§ **WHAT IS REQUIRED**
Would you set down the data below exactly as shown?

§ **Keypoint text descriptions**
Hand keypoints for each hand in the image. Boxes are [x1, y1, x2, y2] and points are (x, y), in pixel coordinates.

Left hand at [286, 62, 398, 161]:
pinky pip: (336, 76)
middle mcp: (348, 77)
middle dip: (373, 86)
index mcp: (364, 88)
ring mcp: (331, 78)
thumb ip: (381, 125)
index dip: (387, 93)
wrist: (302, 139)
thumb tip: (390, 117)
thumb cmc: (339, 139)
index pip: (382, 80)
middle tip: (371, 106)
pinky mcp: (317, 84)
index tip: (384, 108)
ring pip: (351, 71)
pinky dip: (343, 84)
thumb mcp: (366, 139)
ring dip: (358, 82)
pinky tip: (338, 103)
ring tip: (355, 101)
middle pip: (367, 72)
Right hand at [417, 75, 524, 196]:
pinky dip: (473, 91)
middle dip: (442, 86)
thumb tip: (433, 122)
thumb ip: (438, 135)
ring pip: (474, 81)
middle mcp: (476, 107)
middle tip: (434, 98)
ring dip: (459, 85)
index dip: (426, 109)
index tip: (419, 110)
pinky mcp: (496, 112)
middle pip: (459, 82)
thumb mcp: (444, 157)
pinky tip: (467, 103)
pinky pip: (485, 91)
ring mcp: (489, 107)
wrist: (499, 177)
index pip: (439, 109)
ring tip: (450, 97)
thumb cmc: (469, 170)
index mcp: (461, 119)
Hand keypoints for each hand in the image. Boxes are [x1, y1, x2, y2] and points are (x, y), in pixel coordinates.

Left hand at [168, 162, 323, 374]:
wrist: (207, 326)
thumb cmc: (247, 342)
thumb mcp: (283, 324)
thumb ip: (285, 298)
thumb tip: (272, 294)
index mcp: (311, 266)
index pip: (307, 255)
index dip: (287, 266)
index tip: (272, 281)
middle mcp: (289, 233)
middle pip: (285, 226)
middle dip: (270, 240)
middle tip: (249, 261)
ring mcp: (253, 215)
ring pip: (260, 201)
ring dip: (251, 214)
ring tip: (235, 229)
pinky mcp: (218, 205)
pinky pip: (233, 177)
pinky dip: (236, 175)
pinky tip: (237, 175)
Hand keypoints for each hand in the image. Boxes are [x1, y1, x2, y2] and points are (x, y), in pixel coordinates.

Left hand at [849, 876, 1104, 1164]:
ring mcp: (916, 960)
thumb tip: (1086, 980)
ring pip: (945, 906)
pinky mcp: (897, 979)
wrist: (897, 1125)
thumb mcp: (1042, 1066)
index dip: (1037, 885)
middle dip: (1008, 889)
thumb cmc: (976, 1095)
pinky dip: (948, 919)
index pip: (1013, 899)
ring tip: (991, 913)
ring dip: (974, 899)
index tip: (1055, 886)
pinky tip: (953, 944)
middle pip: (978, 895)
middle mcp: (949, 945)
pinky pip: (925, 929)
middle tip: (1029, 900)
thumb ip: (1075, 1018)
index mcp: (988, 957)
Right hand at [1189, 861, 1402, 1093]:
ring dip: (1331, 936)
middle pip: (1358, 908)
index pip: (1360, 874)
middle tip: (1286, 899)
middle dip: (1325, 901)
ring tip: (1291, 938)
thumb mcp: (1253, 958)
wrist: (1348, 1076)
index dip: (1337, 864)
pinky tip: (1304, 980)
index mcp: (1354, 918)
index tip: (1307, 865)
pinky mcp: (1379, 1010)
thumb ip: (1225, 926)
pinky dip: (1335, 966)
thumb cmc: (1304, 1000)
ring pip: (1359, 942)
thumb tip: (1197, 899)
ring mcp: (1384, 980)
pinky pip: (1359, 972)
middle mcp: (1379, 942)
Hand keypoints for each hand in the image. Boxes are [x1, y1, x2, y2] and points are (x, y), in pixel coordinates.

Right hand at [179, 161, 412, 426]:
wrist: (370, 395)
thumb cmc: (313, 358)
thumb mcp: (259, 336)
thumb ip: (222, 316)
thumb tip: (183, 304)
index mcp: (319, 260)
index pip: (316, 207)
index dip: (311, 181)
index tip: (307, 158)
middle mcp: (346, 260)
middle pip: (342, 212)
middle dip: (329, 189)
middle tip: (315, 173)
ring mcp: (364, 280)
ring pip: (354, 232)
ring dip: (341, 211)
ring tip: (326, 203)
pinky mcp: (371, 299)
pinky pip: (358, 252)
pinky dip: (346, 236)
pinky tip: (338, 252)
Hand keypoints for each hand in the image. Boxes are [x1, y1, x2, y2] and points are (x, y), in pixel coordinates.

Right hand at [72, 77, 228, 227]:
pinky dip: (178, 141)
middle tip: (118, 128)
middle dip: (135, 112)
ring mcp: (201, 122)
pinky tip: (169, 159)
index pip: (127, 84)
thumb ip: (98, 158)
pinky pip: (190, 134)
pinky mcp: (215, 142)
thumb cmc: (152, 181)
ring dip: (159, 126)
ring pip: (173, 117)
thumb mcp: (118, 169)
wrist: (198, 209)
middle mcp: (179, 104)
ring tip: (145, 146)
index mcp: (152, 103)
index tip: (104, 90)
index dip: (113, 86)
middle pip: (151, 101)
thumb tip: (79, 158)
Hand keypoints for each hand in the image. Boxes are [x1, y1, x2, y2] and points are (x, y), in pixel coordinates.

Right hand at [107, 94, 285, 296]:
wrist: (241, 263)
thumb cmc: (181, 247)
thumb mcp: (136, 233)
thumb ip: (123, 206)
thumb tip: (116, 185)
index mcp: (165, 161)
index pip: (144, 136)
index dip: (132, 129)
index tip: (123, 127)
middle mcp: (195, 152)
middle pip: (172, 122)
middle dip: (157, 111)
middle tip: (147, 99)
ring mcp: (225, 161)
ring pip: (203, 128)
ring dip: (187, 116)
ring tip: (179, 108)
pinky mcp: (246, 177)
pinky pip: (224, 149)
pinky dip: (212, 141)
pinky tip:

§ **OUTPUT**
Hand keypoints for each hand in the image. Boxes are [x1, y1, x2, y2] and points are (x, y), in pixel coordinates.

Left hand at [286, 62, 398, 161]:
pinky pip: (336, 76)
middle mcp: (348, 77)
middle dip: (373, 86)
index mcp: (364, 88)
ring mcp: (331, 78)
thumb ip: (381, 125)
index dip: (387, 93)
wrist: (302, 139)
thumb tip: (390, 117)
thumb cmc: (339, 139)
index pip: (382, 80)
middle tip: (371, 106)
pinky mcp: (317, 84)
index tip: (384, 108)
ring pip: (351, 71)
pinky dip: (343, 84)
thumb mcp: (366, 139)
ring dip: (358, 82)
pinky tip: (338, 103)
ring tip: (355, 101)
middle pip: (367, 72)
Right hand at [417, 75, 524, 196]:
pinky dip: (473, 91)
middle dip: (442, 86)
thumb tip: (433, 122)
thumb ip: (438, 135)
ring pip: (474, 81)
middle mcp: (476, 107)
middle tip: (434, 98)
ring dip: (459, 85)
index dip: (426, 109)
index tip: (419, 110)
pinky mcp: (496, 112)
middle pip: (459, 82)
thumb mcp: (444, 157)
pinky tip: (467, 103)
pinky pip: (485, 91)
ring mcp: (489, 107)
wrist: (499, 177)
index pip: (439, 109)
ring tip: (450, 97)
thumb cmc: (469, 170)
index mcp: (461, 119)
Hand keypoints for each hand in the image. Boxes are [x1, y1, x2, y2] and points are (x, y), in pixel coordinates.

Left hand at [168, 162, 323, 374]:
wrist: (207, 326)
thumb cmc: (247, 342)
thumb mcp: (283, 324)
thumb ip: (285, 298)
thumb tip: (272, 294)
index mcp: (311, 266)
index pip: (307, 255)
index dip: (287, 266)
index tip: (272, 281)
middle mcp: (289, 233)
middle pip: (285, 226)
middle dip: (270, 240)
middle tip: (249, 261)
ring mcp: (253, 215)
ring pip: (260, 201)
ring dip: (251, 214)
ring tip: (235, 229)
pinky mcp: (218, 205)
pinky pip: (233, 177)
pinky dip: (236, 175)
pinky tip: (237, 175)
Hand keypoints for each hand in the image. Boxes are [x1, y1, x2, y2] and points are (x, y), in pixel coordinates.

Left hand at [849, 876, 1104, 1164]:
ring mcp: (916, 960)
thumb tip: (1086, 980)
ring pip: (945, 906)
pinky mcp: (897, 979)
wrist: (897, 1125)
thumb mcp: (1042, 1066)
index dip: (1037, 885)
middle dip: (1008, 889)
thumb cmc: (976, 1095)
pinky dip: (948, 919)
index pip: (1013, 899)
ring tip: (991, 913)
ring dip: (974, 899)
index tip: (1055, 886)
pinky tip: (953, 944)
middle pip: (978, 895)
middle mcp: (949, 945)
pinky pip: (925, 929)
middle tip: (1029, 900)
thumb ip: (1075, 1018)
index mcp: (988, 957)
Right hand at [1189, 861, 1402, 1093]:
ring dip: (1331, 936)
middle pip: (1358, 908)
index pip: (1360, 874)
middle tip: (1286, 899)
middle dip: (1325, 901)
ring tip: (1291, 938)
thumb mcp: (1253, 958)
wrist: (1348, 1076)
index dip: (1337, 864)
pinky tip: (1304, 980)
index mcp: (1354, 918)
index tip: (1307, 865)
pinky mcp: (1379, 1010)
thumb ip: (1225, 926)
pinky dip: (1335, 966)
thumb cmc: (1304, 1000)
ring pip: (1359, 942)
thumb tip: (1197, 899)
ring mcp: (1384, 980)
pinky pip: (1359, 972)
middle mcp: (1379, 942)
Hand keypoints for each hand in the image. Boxes are [x1, y1, x2, y2] and points are (x, y), in pixel coordinates.

Right hand at [179, 161, 412, 426]:
wrist: (370, 395)
thumb cmc: (313, 358)
thumb mcp: (259, 336)
thumb ip: (222, 316)
thumb tip: (183, 304)
index mcp: (319, 260)
index pip: (316, 207)
index dip: (311, 181)
index tip: (307, 158)
middle mcp: (346, 260)
middle pip: (342, 212)
middle dip: (329, 189)
middle tip: (315, 173)
ring mcp: (364, 280)
ring pip: (354, 232)
ring dip: (341, 211)
ring tip: (326, 203)
pinky mcp: (371, 299)
pinky pip: (358, 252)
pinky dip: (346, 236)
pinky tip: (338, 252)
Hand keypoints for each hand in the image. Boxes are [x1, y1, x2, y2] and points are (x, y), in pixel coordinates.

Right hand at [72, 77, 228, 227]:
pinky dip: (178, 141)
middle tip: (118, 128)
middle dip: (135, 112)
ring mcp: (201, 122)
pinky tip: (169, 159)
index pip: (127, 84)
thumb ip: (98, 158)
pinky pip: (190, 134)
pinky mcp: (215, 142)
thumb cmc: (152, 181)
ring dip: (159, 126)
ring pip: (173, 117)
thumb mcp: (118, 169)
wrist: (198, 209)
middle mcp: (179, 104)
ring tip: (145, 146)
index mcp: (152, 103)
index tip: (104, 90)
index dip: (113, 86)
middle pip: (151, 101)
thumb tip: (79, 158)
Hand keypoints for each hand in the image. Boxes are [x1, y1, x2, y2] and points are (x, y), in pixel coordinates.

Right hand at [107, 94, 285, 296]:
wrist: (241, 263)
thumb cmc: (181, 247)
thumb mcp: (136, 233)
thumb ip: (123, 206)
thumb tip: (116, 185)
index mcp: (165, 161)
index pip: (144, 136)
index dip: (132, 129)
index tip: (123, 127)
middle mcp: (195, 152)
middle pip: (172, 122)
middle dip: (157, 111)
middle tip: (147, 99)
ring mcp: (225, 161)
ring pip: (203, 128)
ring dip: (187, 116)
ring tip: (179, 108)
pinky mcp: (246, 177)
pinky pip: (224, 149)
pinky dip: (212, 141)
pinky tip:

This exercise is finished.